What she found made her gag more.
Evidently she’d vomited and missed the commode. The smell was overwhelming and she grabbed a hand towel to cover her mouth and nose.
Air, she needed air. She staggered to the window and opened it, breathed deeply before she began the laborious chore of cleaning up after herself between going back and forth to the window for great gulps of oxygen.
The cruise ship was moving right along, the waves lapping against the hull as it sailed over the ocean. The wind felt wonderful against her skin.
Once the mess she’d created had been cleaned up, she brushed her teeth and washed her face, brushed out her hair and twisted it up, securing it with a clip.
She peered around the corner of the bathroom door at Penny who didn’t seem to be moving. She tiptoed over to her bed and listened intently to see if she were breathing then saw the slight rise and fall of her chest.
Deciding if she couldn’t sleep, neither could her personal assistant. Harlowe waited until she showered to roust her out of bed.

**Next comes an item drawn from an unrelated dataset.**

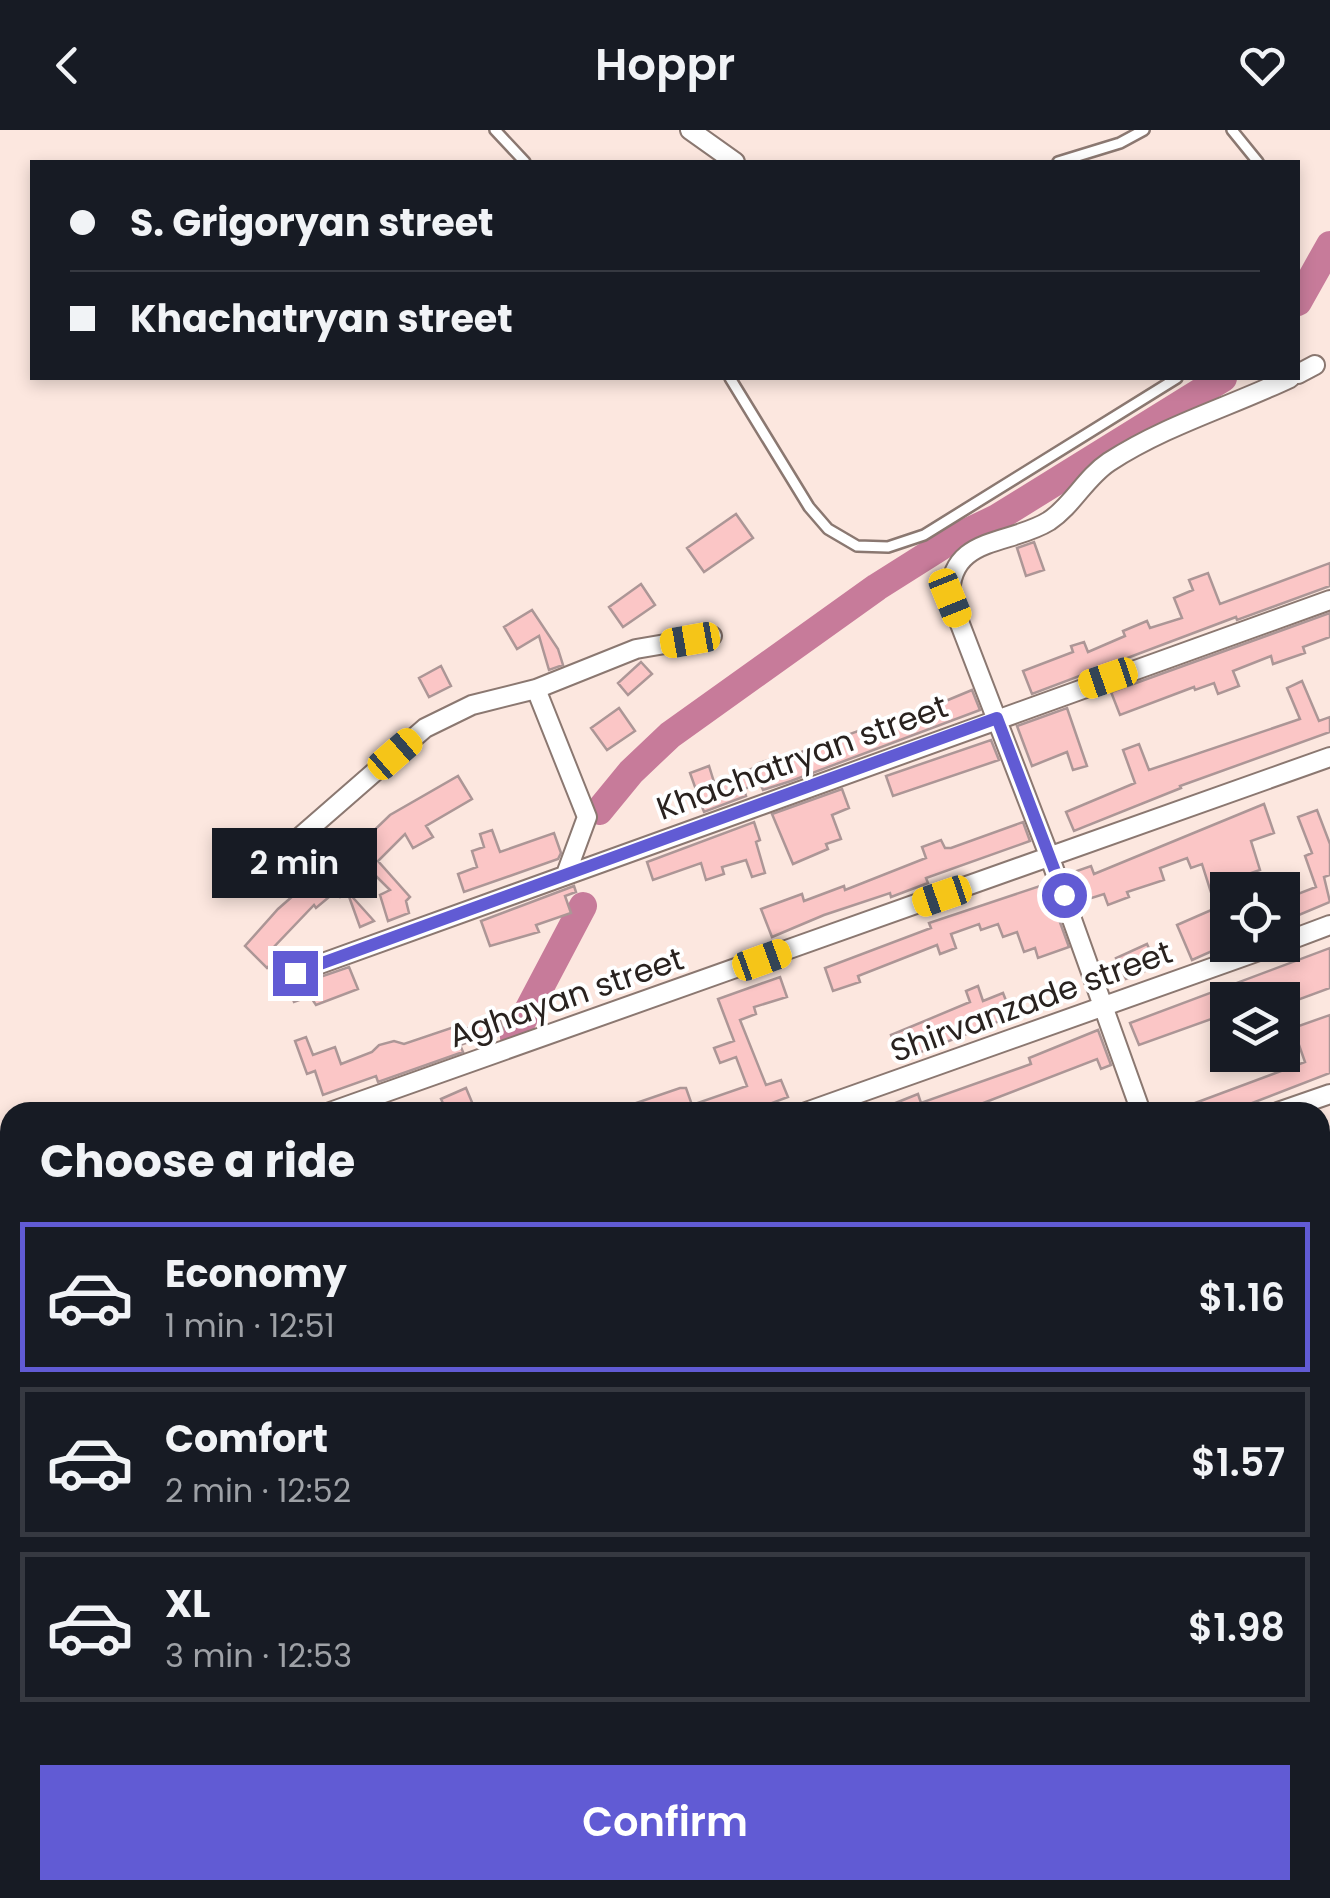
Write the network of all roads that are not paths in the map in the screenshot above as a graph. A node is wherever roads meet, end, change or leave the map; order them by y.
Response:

“Penny, get yourself up and let’s get out of here for a while. It’s too stuffy in here.”
Penny groaned an objection and covered her head with a pillow. “Go away. I’m sleeping.”
Harlowe yanked the covers off her and Penny curled up into a ball. “C’mon, girl, you can sleep when you’re dead.”
“I don’t want to get up and go traipsing around this floating barge with you.”
“Don’t be a spoilsport, love. Come with me.”
“No,” Penny refused. “We’re on vacation. I’m sleeping in. What time is it anyway?”
She raised the pillow off her head, opened one eye and stared at Harlowe. “In the afternoon?”
“No, silly. Three a.m.”
Penny groaned again and drew the pillow over her head. “You’ve got to be kidding!” she said, her voice muffled.
“Not at all. I got one of those feelings that something’s wrong.”
“Not those again.”
“Yes, those again. Now come on.”
Harlowe dragged Penny out of bed, laughing merrily. “Hurry up. I want to see who else is up at this hour.”
“Everybody. This is a cruise ship, you know. Nobody sleeps or wants to except me.”
Dressed now, the pair went exploring on one of the lesser known decks located at the front of the ship and is quieter and more secluded. Harlowe just wanted to watch the moon on the water without distraction before she continued on to a food and drink area. She needed quiet.
Ten deck chairs were set up facing the front, six of them occupied by sleeping bodies. She placed a finger over her lips for quiet when she glanced at Penny, not wanting to disturb anyone.
Glancing sideways at the sleepers, something about the way they lay seemed off to her. On closer inspection, what she found was disturbing. They were all laying wrong, too straight, too much sameness and were too pale, a paleness not caused by the silvery light of the moon.
Suspicion had her circling each passenger, taking a tissue from her pocket to avoid any chance of her fingerprints ending up on the glass and picking up each one setting on a small table between them and taking a whiff. There was no odor but there wouldn’t be if they’d been drugged elsewhere as she thought they might have been.
While Penny stood by, her hand over her mouth, Harlowe checked each person for a pulse and found none.
“They’re dead, aren’t they?” Penny whispered.